Now if you run the web application in your browser with npm start, you would be taken to the index.jsx page where you get to see all the images we have, arranged in a grid format. Try clicking on the Details button in the card and you will be takent to a dynamic page that display dynamic content based on the image image that was clicked on.

But Wait, What Exactly did we do in the imageDetail.jsx file ? well, lucky for you, you have me to walk you through it.

  1. We created a basic React boiler plate and imported the neccessary things we would be needing, including our image array, and the Link from react-router-dom
import React, { Component } from "react";
import imageArr from "../imgArray";
import { Link } from "react-router-dom";  
class ImageDetail extends Component {
  render() {
    ---
    return (
      ---
    )
  }
}
  1. Next, we initialize a state inside the class we ImageDetail class we just created. Think of it, we would need somewhere to store our object when we get it, right? That's why we need a state. Here, we will store our object inside the details
state = {
    details: {}
  };
  1. Next, we use a life cycle hook called, componentDidMount(). with this life cycle hook, we are able to perform action once the component has been loaded.
componentDidMount() {
  ---
}

Here's what we do immediately our component has been loaded:
If you recall, we passed the name of the image into the route path, this makes the name automatically available to us as props. to confirm this, if you console.log(this.props) like this:

componentDidMount() {
  console.log(this.props)
}

and head to our browser's console after clicking the Details button on the cards, you'll see something that looks like this: console.log params for the component with this you see that the name is available in match.params.name
This brings us to the other things found inside the componentDidMount()

componentDidMount() {
    const name = this.props.match.params.name;
    const detail = imageArr.find(obj => obj.name === name);
    this.setState({ details: detail });
  }

We brought out the name from props, then we used this name to search our imageArr to find an object that has this name value, we did this by implement the .find() array method. Then we use the setState() to set our details to the detail we just got.

> Well after here, the rest is history. We just had to use bootstrap, creat a 2 columns grid display, and get our unique values from state.
And finally, add a button to link us back to the index.jsx page.

Sprinkle Some Css Love - Just Add Magic !

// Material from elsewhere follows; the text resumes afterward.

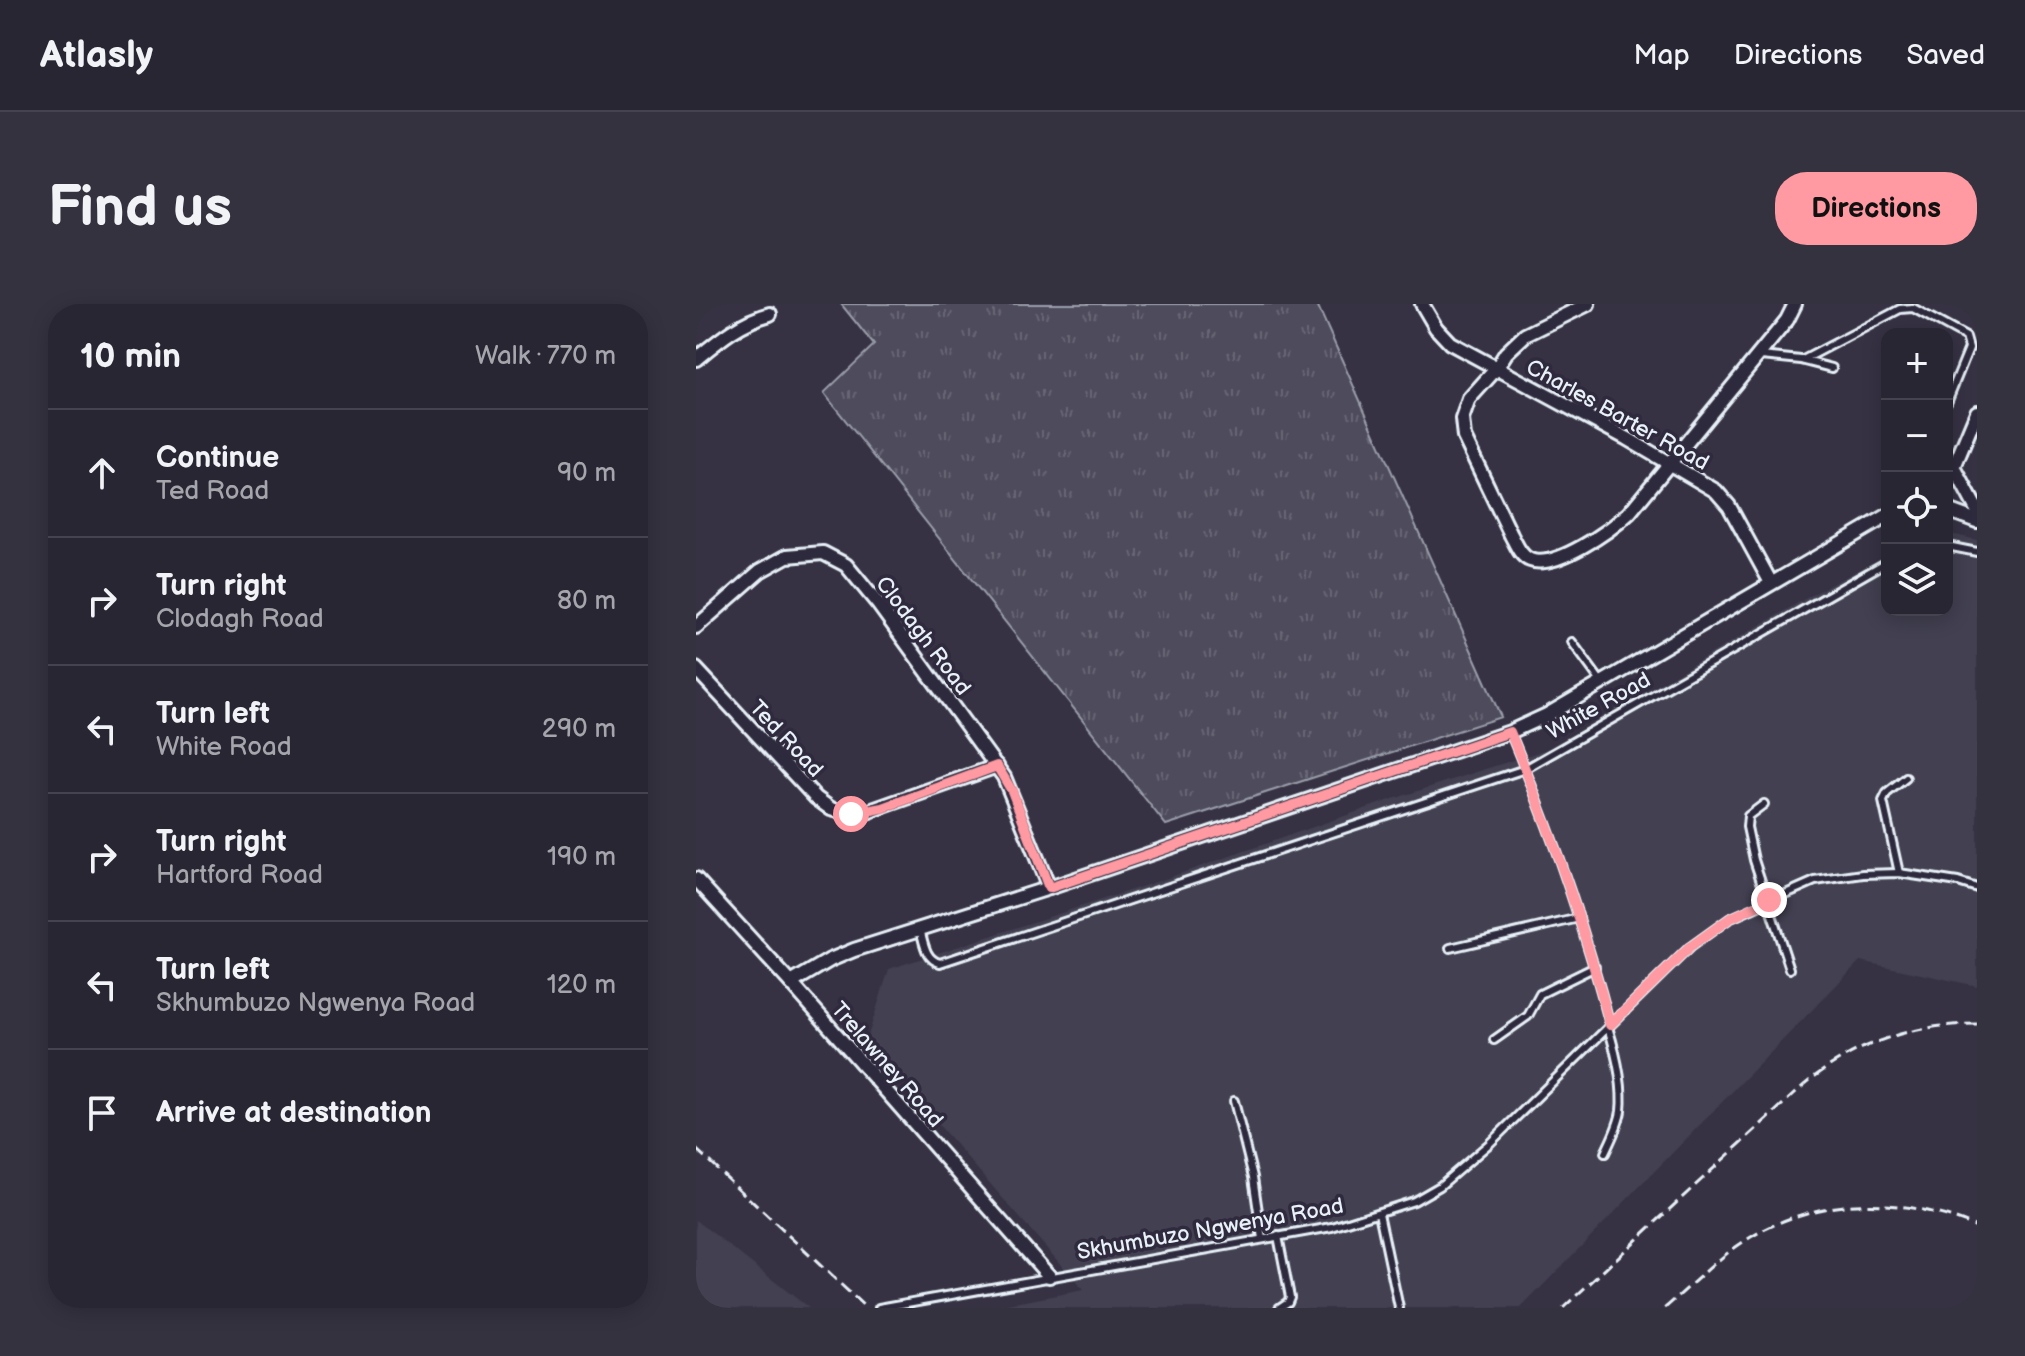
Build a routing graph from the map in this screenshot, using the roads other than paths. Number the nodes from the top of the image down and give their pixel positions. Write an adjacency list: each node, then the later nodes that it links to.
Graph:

So here's what you should do:
Create a style.css file inside your src > pages folder and add the code below:

body{
    margin: 0;
    padding: 0;
}
.index-container{
    margin: 2% auto;
    position: relative;
    width: 80%;
}
.card{
    margin-top: 5%;
    margin-bottom: 3%;
    margin-left: -5%;
}
#index-title{
    margin-bottom: 2%;
    background-color: rgb(37, 37, 37);
    color: white;
    padding: 2%;
    border-radius: 10px;
}

Here's the look of our web application currantly: index.jsx finished look imageDetail.jsx finished look

Conclusion

From all this, we have seen that setting updynamic routing in ReastJs is not really a difficult process.
One thing to take home would be that, IT IS ALL JUST AN ILLUSION!!
this means that, from the outside, it looks like there are different routes and probably different pages for evey image. Whereas what we are doing is simply manipulating the component based on actions performed. This opens a whole new world of possibilities, because your array may be from an API you've built or an external API, and anytime you add comtent to your database, your whole frontend adapts to your changes, creates dynamic routes, etc. without extra work.